** Material provided follows **
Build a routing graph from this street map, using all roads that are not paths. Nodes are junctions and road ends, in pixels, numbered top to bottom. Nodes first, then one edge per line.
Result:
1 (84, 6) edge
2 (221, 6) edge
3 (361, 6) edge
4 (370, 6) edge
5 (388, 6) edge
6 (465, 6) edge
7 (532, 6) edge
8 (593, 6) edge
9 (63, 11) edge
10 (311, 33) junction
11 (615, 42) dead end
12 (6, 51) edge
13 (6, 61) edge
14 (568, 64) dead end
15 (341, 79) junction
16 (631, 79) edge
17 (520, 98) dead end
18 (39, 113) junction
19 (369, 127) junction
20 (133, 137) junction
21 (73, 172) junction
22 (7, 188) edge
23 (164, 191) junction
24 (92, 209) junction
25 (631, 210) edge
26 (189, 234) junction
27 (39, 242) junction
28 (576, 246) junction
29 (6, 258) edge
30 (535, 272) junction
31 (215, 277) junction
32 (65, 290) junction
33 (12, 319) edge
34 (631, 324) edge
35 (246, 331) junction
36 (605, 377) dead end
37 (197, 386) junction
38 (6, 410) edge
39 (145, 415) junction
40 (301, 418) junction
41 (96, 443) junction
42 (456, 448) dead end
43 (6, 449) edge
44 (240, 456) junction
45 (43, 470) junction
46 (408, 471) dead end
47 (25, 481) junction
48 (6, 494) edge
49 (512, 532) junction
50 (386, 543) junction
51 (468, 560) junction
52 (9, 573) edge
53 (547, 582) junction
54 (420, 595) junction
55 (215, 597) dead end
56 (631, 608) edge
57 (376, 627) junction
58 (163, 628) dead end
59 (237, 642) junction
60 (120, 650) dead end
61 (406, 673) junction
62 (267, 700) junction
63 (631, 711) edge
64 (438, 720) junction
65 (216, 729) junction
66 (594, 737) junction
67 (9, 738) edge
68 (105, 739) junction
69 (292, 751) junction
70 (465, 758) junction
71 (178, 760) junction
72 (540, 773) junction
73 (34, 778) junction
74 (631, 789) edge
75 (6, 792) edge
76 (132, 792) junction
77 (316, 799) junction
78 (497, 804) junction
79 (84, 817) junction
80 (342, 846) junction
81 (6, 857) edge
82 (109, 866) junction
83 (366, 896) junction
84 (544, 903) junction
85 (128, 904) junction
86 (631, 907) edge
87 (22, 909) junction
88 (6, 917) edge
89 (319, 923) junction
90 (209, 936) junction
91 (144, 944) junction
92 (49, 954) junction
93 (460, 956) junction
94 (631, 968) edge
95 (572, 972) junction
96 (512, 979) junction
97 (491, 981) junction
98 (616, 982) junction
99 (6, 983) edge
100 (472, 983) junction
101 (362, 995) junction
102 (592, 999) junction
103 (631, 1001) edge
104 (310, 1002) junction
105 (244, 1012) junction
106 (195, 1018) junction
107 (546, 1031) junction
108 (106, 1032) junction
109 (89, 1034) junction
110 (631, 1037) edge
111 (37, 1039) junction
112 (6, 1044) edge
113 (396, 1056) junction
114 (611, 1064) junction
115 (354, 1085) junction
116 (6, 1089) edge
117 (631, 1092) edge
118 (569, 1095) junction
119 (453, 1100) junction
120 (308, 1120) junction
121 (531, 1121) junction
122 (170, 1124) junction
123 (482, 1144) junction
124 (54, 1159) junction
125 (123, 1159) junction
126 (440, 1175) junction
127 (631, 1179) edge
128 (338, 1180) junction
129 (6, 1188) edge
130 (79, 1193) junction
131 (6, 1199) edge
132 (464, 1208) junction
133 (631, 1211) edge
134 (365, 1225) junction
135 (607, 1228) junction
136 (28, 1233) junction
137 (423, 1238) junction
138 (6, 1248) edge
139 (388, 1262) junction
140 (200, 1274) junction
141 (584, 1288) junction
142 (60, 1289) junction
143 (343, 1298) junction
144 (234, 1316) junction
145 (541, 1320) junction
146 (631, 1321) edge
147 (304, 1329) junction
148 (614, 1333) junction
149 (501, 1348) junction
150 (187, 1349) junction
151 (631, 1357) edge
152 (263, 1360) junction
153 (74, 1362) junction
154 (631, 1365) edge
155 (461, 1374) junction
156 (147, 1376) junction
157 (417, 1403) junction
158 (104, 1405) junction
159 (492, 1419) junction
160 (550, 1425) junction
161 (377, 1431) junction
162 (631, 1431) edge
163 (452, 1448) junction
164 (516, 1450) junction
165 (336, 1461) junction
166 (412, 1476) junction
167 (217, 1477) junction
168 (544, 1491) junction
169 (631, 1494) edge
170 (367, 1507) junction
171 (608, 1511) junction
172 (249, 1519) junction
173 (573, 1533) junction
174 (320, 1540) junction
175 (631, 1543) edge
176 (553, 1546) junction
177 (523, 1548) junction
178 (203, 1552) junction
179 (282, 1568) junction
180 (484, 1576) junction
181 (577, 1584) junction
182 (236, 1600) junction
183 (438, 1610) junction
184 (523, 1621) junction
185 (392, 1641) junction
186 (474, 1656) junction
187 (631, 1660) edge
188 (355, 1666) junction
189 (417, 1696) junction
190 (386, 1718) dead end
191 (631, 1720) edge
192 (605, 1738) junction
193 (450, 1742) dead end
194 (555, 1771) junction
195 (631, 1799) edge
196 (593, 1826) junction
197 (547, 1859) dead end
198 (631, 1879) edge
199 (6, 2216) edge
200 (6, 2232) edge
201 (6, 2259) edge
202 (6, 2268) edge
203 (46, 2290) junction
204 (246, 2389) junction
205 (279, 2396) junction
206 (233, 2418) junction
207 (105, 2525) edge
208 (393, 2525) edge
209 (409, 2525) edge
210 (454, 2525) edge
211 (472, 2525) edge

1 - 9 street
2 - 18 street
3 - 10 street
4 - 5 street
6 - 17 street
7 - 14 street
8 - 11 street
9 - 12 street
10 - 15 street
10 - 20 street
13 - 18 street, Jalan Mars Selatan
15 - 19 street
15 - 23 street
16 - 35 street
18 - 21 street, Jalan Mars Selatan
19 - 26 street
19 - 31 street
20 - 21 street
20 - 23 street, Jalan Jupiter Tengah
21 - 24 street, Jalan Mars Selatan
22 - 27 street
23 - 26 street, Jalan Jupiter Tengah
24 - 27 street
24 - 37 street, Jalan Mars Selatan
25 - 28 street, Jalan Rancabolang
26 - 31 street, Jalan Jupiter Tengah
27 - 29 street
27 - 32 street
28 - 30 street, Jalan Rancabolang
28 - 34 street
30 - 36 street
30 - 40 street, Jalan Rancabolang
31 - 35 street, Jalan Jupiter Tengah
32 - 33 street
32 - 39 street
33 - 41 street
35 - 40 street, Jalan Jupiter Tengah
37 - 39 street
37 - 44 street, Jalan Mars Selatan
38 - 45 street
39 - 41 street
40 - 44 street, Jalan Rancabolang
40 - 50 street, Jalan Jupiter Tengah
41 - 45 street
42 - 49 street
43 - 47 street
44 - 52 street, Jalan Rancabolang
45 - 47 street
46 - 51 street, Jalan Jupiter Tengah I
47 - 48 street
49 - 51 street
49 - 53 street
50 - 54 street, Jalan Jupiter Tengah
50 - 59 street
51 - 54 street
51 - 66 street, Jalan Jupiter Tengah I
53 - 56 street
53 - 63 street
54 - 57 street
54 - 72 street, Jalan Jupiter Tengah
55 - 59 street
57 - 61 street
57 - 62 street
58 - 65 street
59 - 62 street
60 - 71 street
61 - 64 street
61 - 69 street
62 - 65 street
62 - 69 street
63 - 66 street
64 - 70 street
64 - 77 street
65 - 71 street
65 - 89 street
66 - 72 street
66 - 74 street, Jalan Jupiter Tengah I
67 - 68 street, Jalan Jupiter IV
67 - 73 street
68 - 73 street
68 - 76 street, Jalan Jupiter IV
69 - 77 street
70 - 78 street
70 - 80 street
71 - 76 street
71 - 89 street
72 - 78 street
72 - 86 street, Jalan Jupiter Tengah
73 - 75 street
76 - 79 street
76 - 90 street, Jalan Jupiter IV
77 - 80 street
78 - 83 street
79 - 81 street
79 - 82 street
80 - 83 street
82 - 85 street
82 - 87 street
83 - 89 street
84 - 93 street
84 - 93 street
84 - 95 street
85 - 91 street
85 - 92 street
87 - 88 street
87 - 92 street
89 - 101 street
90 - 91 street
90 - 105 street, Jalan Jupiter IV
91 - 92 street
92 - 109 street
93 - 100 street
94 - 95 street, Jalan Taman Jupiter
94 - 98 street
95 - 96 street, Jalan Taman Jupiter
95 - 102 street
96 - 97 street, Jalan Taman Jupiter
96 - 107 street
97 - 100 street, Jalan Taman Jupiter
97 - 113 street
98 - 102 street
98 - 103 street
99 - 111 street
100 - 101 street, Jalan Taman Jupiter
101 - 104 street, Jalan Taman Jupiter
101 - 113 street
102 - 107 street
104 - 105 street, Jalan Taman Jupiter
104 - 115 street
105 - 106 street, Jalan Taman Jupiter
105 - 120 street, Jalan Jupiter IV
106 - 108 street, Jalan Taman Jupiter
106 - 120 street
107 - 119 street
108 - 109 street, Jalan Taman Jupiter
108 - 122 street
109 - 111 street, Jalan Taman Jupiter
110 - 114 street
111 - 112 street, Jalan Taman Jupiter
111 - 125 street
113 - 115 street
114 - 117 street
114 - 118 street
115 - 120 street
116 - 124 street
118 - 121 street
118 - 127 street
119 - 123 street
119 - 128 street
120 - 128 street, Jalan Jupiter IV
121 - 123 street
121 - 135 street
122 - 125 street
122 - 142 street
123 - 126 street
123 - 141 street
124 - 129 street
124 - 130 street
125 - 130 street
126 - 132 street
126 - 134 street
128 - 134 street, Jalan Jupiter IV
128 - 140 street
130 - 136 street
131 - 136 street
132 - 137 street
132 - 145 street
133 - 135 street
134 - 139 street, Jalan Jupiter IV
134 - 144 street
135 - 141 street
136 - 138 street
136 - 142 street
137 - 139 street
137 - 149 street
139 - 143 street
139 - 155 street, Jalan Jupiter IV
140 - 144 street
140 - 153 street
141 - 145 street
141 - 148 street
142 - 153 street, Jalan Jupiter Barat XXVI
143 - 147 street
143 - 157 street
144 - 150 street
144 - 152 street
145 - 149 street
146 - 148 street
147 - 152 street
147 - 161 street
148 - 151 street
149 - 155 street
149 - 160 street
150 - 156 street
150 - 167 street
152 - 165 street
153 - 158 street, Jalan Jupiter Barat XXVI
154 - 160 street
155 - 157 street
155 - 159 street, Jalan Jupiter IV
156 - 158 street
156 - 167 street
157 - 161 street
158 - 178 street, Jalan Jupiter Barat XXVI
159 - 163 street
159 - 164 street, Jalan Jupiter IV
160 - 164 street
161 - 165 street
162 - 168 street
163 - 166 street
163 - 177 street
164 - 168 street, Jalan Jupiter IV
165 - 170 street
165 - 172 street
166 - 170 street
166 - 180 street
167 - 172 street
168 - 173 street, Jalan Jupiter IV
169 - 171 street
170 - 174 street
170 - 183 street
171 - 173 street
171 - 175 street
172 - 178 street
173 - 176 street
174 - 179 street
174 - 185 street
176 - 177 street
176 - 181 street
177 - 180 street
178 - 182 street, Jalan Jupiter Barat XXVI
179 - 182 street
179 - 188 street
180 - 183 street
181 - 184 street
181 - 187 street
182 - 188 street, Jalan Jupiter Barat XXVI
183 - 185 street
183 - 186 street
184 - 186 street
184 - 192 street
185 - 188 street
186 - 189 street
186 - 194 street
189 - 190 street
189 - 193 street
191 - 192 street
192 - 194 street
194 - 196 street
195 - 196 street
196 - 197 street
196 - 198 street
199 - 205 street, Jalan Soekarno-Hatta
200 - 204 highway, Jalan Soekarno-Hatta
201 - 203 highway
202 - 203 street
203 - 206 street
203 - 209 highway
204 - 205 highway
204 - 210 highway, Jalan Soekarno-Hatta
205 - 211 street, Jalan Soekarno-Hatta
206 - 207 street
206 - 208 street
** End of Material provided **
◆ **Your objective**
Going through the entries, return every line holding the word "Barat".

◆ **Solution to this problem**
142 - 153 street, Jalan Jupiter Barat XXVI
153 - 158 street, Jalan Jupiter Barat XXVI
158 - 178 street, Jalan Jupiter Barat XXVI
178 - 182 street, Jalan Jupiter Barat XXVI
182 - 188 street, Jalan Jupiter Barat XXVI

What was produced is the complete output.